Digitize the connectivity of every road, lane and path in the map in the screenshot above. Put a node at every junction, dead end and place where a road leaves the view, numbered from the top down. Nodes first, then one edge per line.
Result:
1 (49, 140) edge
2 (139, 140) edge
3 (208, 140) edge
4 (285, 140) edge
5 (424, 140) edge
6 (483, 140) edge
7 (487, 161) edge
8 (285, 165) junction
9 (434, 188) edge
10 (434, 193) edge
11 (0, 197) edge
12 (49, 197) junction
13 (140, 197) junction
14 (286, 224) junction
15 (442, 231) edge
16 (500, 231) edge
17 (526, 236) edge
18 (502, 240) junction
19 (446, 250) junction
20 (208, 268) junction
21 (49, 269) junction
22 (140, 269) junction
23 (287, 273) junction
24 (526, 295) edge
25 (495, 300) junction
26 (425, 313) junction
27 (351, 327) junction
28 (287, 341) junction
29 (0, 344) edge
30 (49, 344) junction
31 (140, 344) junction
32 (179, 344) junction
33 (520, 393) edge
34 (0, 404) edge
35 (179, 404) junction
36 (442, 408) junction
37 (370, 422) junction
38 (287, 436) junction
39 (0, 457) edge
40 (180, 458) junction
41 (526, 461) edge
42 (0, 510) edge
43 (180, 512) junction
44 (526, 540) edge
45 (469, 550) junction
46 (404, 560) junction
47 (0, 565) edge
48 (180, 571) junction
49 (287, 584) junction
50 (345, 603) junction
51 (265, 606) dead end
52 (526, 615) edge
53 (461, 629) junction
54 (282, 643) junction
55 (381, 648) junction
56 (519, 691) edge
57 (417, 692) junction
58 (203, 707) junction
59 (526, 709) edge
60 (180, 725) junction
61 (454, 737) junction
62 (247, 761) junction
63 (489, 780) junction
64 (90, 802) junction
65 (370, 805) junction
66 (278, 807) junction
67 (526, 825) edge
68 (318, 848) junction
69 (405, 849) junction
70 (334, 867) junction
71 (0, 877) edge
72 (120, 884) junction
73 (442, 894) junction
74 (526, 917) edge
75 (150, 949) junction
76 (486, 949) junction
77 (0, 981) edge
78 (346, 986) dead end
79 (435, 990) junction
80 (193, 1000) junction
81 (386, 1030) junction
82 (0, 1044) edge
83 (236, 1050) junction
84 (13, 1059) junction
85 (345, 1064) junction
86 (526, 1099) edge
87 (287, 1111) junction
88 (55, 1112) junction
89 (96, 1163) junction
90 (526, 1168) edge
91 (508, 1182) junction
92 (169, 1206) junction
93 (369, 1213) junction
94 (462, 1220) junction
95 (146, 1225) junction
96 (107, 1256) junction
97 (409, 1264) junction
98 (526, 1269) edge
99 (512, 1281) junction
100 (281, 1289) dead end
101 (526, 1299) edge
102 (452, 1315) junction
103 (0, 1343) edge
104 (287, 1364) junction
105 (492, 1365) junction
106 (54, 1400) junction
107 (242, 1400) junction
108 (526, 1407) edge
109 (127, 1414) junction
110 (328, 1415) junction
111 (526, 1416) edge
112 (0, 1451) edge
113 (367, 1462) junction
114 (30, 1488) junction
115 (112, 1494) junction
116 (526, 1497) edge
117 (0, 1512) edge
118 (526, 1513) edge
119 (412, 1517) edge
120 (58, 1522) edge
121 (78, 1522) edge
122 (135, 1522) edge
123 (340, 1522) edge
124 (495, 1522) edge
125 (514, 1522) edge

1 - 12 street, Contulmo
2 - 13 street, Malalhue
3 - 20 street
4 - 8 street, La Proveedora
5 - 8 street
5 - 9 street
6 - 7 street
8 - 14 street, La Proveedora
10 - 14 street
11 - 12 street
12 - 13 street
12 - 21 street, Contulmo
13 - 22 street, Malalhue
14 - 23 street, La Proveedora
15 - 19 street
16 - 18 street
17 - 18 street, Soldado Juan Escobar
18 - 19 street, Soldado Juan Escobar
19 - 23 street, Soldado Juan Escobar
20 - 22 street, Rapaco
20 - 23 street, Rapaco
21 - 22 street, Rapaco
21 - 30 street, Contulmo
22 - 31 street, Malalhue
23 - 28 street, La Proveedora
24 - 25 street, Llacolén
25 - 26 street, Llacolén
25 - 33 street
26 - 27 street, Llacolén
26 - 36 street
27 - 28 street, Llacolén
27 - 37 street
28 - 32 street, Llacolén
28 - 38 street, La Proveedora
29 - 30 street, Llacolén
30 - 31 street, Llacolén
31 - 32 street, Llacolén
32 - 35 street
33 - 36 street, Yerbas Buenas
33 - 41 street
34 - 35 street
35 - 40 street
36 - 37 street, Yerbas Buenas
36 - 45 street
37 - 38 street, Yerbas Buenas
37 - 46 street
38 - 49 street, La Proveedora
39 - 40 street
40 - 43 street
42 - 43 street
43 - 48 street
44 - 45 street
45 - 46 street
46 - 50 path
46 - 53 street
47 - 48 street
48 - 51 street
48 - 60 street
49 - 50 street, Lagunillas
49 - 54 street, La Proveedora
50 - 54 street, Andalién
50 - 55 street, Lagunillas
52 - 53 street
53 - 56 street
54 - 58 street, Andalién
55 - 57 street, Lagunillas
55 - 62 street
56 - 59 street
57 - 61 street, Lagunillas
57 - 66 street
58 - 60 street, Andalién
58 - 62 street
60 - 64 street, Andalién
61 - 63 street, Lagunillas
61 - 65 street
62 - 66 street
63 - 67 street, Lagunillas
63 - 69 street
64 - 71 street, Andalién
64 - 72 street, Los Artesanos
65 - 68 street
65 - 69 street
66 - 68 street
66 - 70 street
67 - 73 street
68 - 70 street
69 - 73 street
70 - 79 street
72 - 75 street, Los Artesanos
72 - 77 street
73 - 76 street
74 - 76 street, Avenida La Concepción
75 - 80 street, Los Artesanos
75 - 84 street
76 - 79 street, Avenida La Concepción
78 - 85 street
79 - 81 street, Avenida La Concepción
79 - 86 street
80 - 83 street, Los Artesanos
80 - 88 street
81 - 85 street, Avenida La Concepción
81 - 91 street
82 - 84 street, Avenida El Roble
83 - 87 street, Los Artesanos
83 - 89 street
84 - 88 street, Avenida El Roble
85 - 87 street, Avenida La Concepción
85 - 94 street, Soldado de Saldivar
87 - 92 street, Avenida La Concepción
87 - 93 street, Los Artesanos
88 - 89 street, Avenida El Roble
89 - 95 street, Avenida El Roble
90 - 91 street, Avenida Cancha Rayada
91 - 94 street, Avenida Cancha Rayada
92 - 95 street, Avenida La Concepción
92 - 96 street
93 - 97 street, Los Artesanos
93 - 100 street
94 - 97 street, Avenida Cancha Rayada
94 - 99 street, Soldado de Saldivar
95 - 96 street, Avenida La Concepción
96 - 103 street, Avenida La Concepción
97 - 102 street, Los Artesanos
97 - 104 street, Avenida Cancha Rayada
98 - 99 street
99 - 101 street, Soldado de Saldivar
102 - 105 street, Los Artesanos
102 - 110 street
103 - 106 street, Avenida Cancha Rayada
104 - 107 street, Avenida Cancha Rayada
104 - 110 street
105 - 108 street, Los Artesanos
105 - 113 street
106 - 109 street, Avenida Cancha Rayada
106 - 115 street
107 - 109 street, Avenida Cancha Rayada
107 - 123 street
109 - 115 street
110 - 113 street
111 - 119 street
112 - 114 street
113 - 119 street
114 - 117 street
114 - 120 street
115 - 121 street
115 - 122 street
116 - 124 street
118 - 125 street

________

== Exercise instructions ==
What is needed is each line of the entries that contains the word "Cancha".

== Task response ==
90 - 91 street, Avenida Cancha Rayada
91 - 94 street, Avenida Cancha Rayada
94 - 97 street, Avenida Cancha Rayada
97 - 104 street, Avenida Cancha Rayada
103 - 106 street, Avenida Cancha Rayada
104 - 107 street, Avenida Cancha Rayada
106 - 109 street, Avenida Cancha Rayada
107 - 109 street, Avenida Cancha Rayada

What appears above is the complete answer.